**Work item**
Going through the listing below, tally the lines that contain the word "Royal" and give only that figure.

**The data**
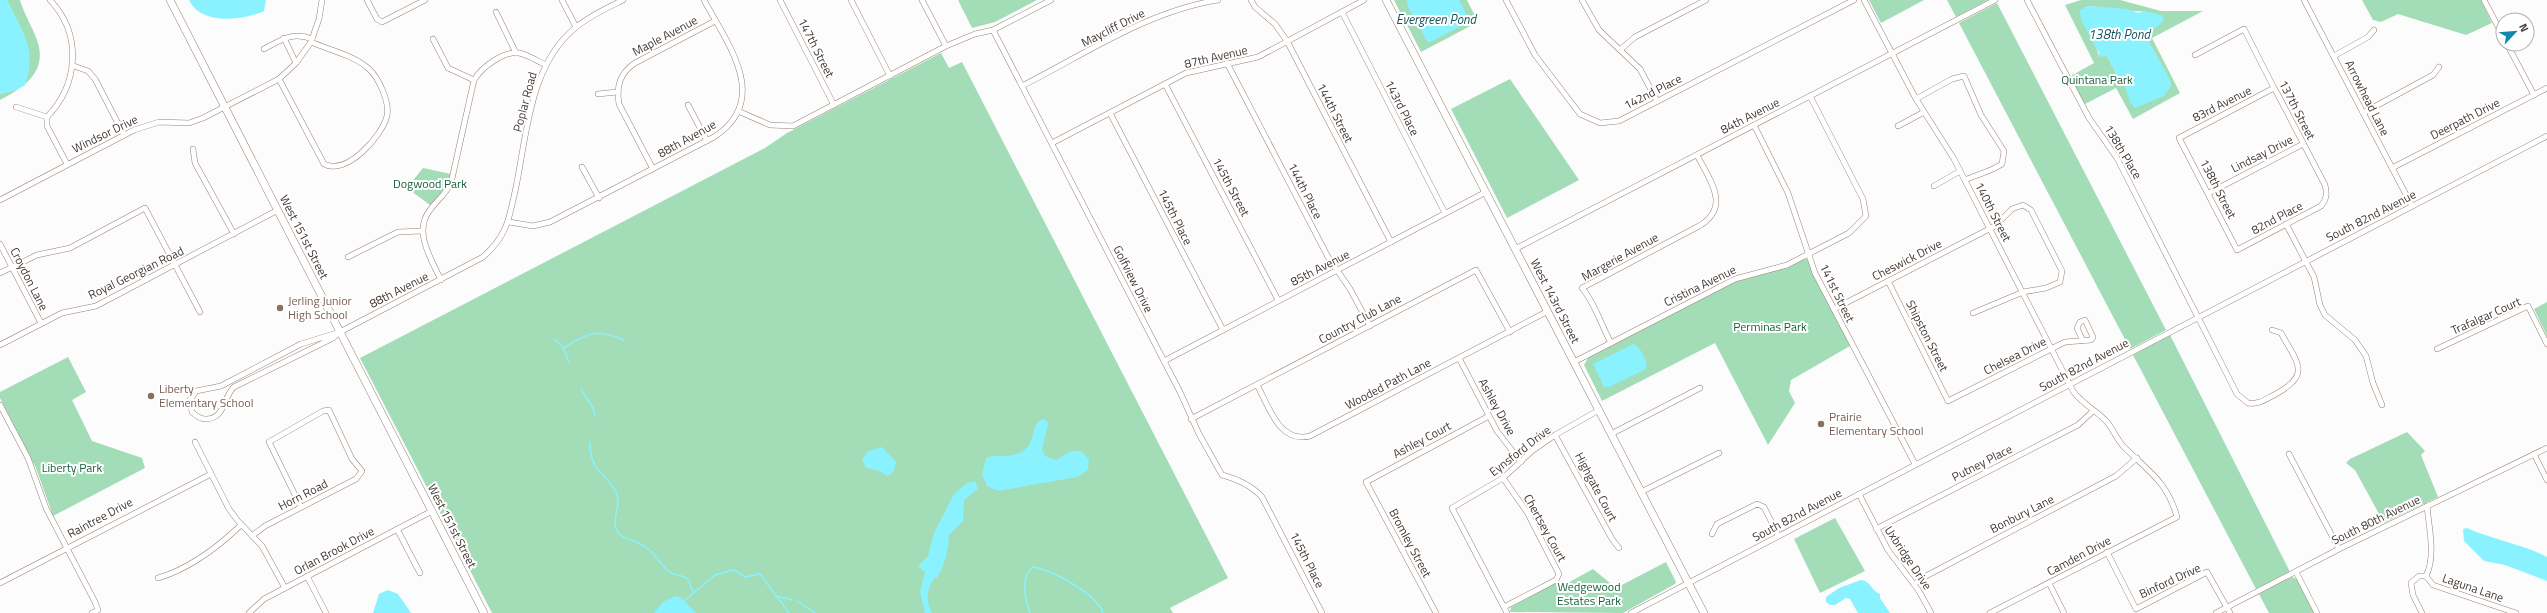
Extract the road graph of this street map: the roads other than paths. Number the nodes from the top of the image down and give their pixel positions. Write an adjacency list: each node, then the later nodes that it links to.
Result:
1 (50, 0): 48 (street)
2 (170, 0): 66 (main road, West 151st Street)
3 (322, 0): 35 (street)
4 (367, 0): 5 (street)
5 (425, 0)
6 (562, 0): 30 (street)
7 (623, 0): 30 (street, Poplar Road)
8 (704, 0): 28 (street)
9 (780, 0): 64 (street, 147th Street)
10 (851, 0): 50 (street)
11 (922, 0): 37 (street)
12 (1051, 0): 31 (street)
13 (1218, 0): 54 (street, Maycliff Drive)
14 (1251, 0): 36 (street, 144th Street)
15 (1364, 0): 27 (street, 87th Avenue)
16 (1386, 0): 89 (main road, West 143rd Street)
17 (1506, 0): 62 (street, 142nd Place)
18 (1582, 0): 39 (street)
19 (1706, 0): 39 (street)
20 (1854, 0): 62 (street, 142nd Place)
21 (1864, 0): 42 (street, 140th Street)
22 (1995, 0): 42 (street, 84th Avenue)
23 (2027, 0): 121 (street, 138th Place)
24 (2304, 0): 44 (street, Arrowhead Lane)
25 (2484, 0): 29 (street)
26 (496, 12): 41 (street)
27 (1342, 12): 36 (street, 87th Avenue); 96 (street, 143rd Place)
28 (715, 21): 57 (street, Maple Avenue); 67 (street)
29 (2495, 21)
30 (576, 27): 47 (street, Poplar Road)
31 (993, 30): 37 (street); 54 (street, Golfview Drive)
32 (2374, 30): 44 (street)
33 (284, 38): 35 (street); 38 (street); 45 (street)
34 (433, 39): 52 (street)
35 (312, 40): 45 (street); 51 (street)
36 (1287, 41): 46 (street, 87th Avenue); 102 (street, 144th Street)
37 (946, 46): 50 (street)
38 (264, 49)
39 (1620, 50): 62 (street)
40 (2511, 52): 59 (street)
41 (516, 53): 47 (street); 52 (street)
42 (1892, 54): 60 (street, 84th Avenue); 61 (street, 140th Street)
43 (2195, 54): 55 (street, 137th Street)
44 (2334, 56): 70 (street, Arrowhead Lane)
45 (296, 63): 51 (street)
46 (1227, 63): 53 (street, 87th Avenue); 111 (street, 144th Place)
47 (546, 65): 97 (street, Poplar Road)
48 (74, 66): 71 (street); 74 (street)
49 (2439, 67): 70 (street)
50 (890, 76): 64 (street)
51 (279, 79): 66 (street, Windsor Drive)
52 (474, 80): 100 (street)
53 (1165, 84): 69 (street, 87th Avenue); 116 (street, 145th Street)
54 (1022, 86): 78 (street, Golfview Drive)
55 (2274, 88): 75 (street, 83rd Avenue); 79 (street, 137th Street)
56 (2547, 88): 59 (street, Deerpath Drive)
57 (617, 92): 58 (street); 85 (street)
58 (598, 94)
59 (2534, 95): 84 (street, Deerpath Drive)
60 (1810, 96): 72 (street, 84th Avenue); 106 (street, Cristina Avenue)
61 (1916, 98): 68 (street, 140th Street); 87 (street)
62 (1657, 101)
63 (688, 105): 77 (street)
64 (834, 105): 67 (street)
65 (16, 107): 71 (street)
66 (226, 108): 74 (street, Windsor Drive); 95 (main road, West 151st Street)
67 (738, 111): 77 (street, 88th Avenue)
68 (1924, 112): 73 (street); 86 (street, 140th Street)
69 (1110, 113): 78 (street, 87th Avenue); 124 (street, 145th Place)
70 (2363, 113): 84 (street, Arrowhead Lane)
71 (47, 117): 82 (street)
72 (1754, 125): 81 (street, 84th Avenue); 106 (street, 141st Street)
73 (1898, 126)
74 (124, 135): 82 (street, Windsor Drive)
75 (2179, 138): 90 (street, 138th Street)
76 (2546, 138): 94 (street, South 82nd Avenue)
77 (707, 141): 85 (street, 88th Avenue)
78 (1052, 143): 135 (street, Golfview Drive)
79 (2303, 144): 90 (street, Lindsay Drive); 93 (street, 137th Street)
80 (193, 149): 101 (street)
81 (1697, 155): 104 (street, 84th Avenue); 129 (street, Margerie Avenue)
82 (67, 164): 92 (street, Windsor Drive)
83 (582, 166): 91 (street)
84 (2392, 168): 94 (street, Arrowhead Lane)
85 (653, 169): 91 (street, 88th Avenue)
86 (1960, 171): 87 (street, 140th Street); 88 (street)
87 (1965, 180): 99 (street, 140th Street)
88 (1934, 186)
89 (1486, 192): 96 (street, 85th Avenue); 104 (main road, West 143rd Street)
90 (2209, 193): 105 (street, 138th Street)
91 (599, 198): 97 (street, 88th Avenue)
92 (0, 200)
93 (2325, 201): 98 (street, 82nd Place)
94 (2412, 206): 108 (street, South 82nd Avenue)
95 (278, 210): 101 (street, Royal Georgian Road); 126 (main road, West 151st Street)
96 (1445, 213): 102 (street, 85th Avenue)
97 (509, 222): 113 (street, 88th Avenue)
98 (2286, 224): 105 (street, 82nd Place); 108 (street)
99 (1990, 228): 114 (street, Cheswick Drive); 115 (street, 140th Street); 115 (street, Cheswick Drive)
100 (422, 231): 107 (street); 113 (street)
101 (234, 234): 109 (street, Royal Georgian Road)
102 (1391, 242): 111 (street, 85th Avenue)
103 (0, 244): 110 (street, Croydon Lane)
104 (1515, 249): 119 (main road, West 143rd Street)
105 (2237, 250)
106 (1809, 254): 117 (street, 141st Street); 129 (street, Cristina Avenue)
107 (348, 257)
108 (2305, 262): 121 (street, South 82nd Avenue); 142 (street)
109 (175, 266): 110 (street); 118 (street); 122 (street, Royal Georgian Road)
110 (12, 267): 112 (street); 122 (street, Croydon Lane)
111 (1338, 270): 116 (street, 85th Avenue); 123 (street, 144th Place)
112 (0, 273)
113 (441, 280): 126 (street, 88th Avenue)
114 (1888, 281): 117 (street, Cheswick Drive); 140 (street, Shipston Street)
115 (2023, 292): 120 (street); 132 (street, 140th Street)
116 (1278, 300): 124 (street, 85th Avenue)
117 (1834, 309): 157 (street, 141st Street)
118 (200, 312)
119 (1548, 312): 127 (street, Wooded Path Lane); 136 (main road, West 143rd Street)
120 (1973, 313)
121 (2198, 317): 125 (street, 138th Place); 138 (street, South 82nd Avenue)
122 (41, 323): 131 (street, Royal Georgian Road)
123 (1370, 326): 127 (street, Country Club Lane); 137 (street, Country Club Lane)
124 (1223, 330): 135 (street, 85th Avenue)
125 (2272, 330)
126 (340, 332): 126 (street, 88th Avenue); 166 (main road, West 151st Street)
127 (1510, 332): 134 (street, Wooded Path Lane)
128 (2083, 341): 128 (street, Chelsea Drive); 132 (street, Chelsea Drive)
129 (1611, 343): 136 (street, Cristina Avenue)
130 (2547, 344): 133 (street, Trafalgar Court)
131 (0, 345)
132 (2052, 348): 138 (street, 140th Street); 140 (street, Chelsea Drive)
133 (2436, 349)
134 (1459, 358): 137 (street, Wooded Path Lane); 146 (street, Ashley Drive)
135 (1164, 360): 147 (street, Golfview Drive)
136 (1574, 362): 143 (main road, West 143rd Street)
137 (1257, 384): 147 (street, Country Club Lane)
138 (2070, 384): 144 (street); 157 (street, South 82nd Avenue)
139 (1700, 388): 148 (street)
140 (1948, 401)
141 (0, 405): 145 (street)
142 (2382, 405)
143 (1599, 410): 148 (main road, West 143rd Street); 149 (street, Eynsford Drive)
144 (2093, 411): 155 (street); 170 (street, Putney Place)
145 (2, 415): 174 (street)
146 (1489, 416): 156 (street, Ashley Drive); 161 (street, Ashley Court)
147 (1191, 419): 167 (street, Golfview Drive)
148 (1611, 434): 162 (main road, West 143rd Street)
149 (1555, 435): 156 (street, Eynsford Drive); 175 (street, Highgate Court)
150 (195, 442): 158 (street)
151 (2547, 448): 154 (street, South 80th Avenue)
152 (1719, 453): 162 (street)
153 (2289, 454): 176 (street)
154 (2534, 454): 160 (street); 164 (street, South 80th Avenue)
155 (2137, 458): 177 (street, Camden Drive); 186 (street, Bonbury Lane)
156 (1521, 462): 159 (street, Eynsford Drive)
157 (1914, 464): 163 (street, South 82nd Avenue)
158 (211, 474): 168 (street); 174 (street, Raintree Drive)
159 (1503, 478): 189 (street, Eynsford Drive); 189 (street, Chertsey Court)
160 (2547, 480)
161 (1366, 482): 195 (street, Bromley Street)
162 (1641, 492): 183 (main road, West 143rd Street)
163 (1859, 494): 170 (street, Uxbridge Drive); 172 (street, South 82nd Avenue)
164 (2427, 506): 176 (street, South 80th Avenue); 181 (street, Laguna Lane)
165 (301, 507): 165 (street, Horn Road); 173 (street, Horn Road)
166 (432, 511): 169 (street, Orlan Brook Drive); 193 (main road, West 151st Street)
167 (1273, 517): 194 (street, 145th Place)
168 (241, 525): 173 (street); 182 (street)
169 (397, 529): 179 (street); 180 (street, Orlan Brook Drive)
170 (1876, 529): 186 (street, Uxbridge Drive)
171 (1712, 534): 172 (street)
172 (1778, 535): 183 (street, South 82nd Avenue)
173 (252, 536): 187 (street)
174 (66, 548): 184 (street, Raintree Drive); 190 (street)
175 (1619, 548)
176 (2339, 549): 178 (street, South 80th Avenue)
177 (2107, 552): 185 (street, Camden Drive); 188 (street, Binford Drive)
178 (2296, 572): 188 (street, South 80th Avenue); 204 (street)
179 (420, 573)
180 (307, 576): 187 (street, Orlan Brook Drive); 192 (street)
181 (2426, 576): 205 (street); 206 (street, Laguna Lane)
182 (158, 578)
183 (1688, 582): 197 (street, South 82nd Avenue); 198 (main road, West 143rd Street)
184 (0, 583)
185 (2049, 583): 200 (street, Camden Drive); 201 (street)
186 (1914, 584): 199 (street, Uxbridge Drive)
187 (285, 588): 191 (street, Orlan Brook Drive)
188 (2227, 607): 202 (street, South 80th Avenue); 203 (street, Binford Drive)
189 (1504, 608): 196 (street, Eynsford Drive)
190 (92, 613)
191 (249, 613)
192 (326, 613)
193 (484, 613)
194 (1322, 613)
195 (1436, 613)
196 (1507, 613)
197 (1631, 613)
198 (1704, 613)
199 (1931, 613)
200 (1990, 613)
201 (2064, 613)
202 (2216, 613)
203 (2230, 613)
204 (2317, 613)
205 (2422, 613)
206 (2516, 613)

**Expected answer**
4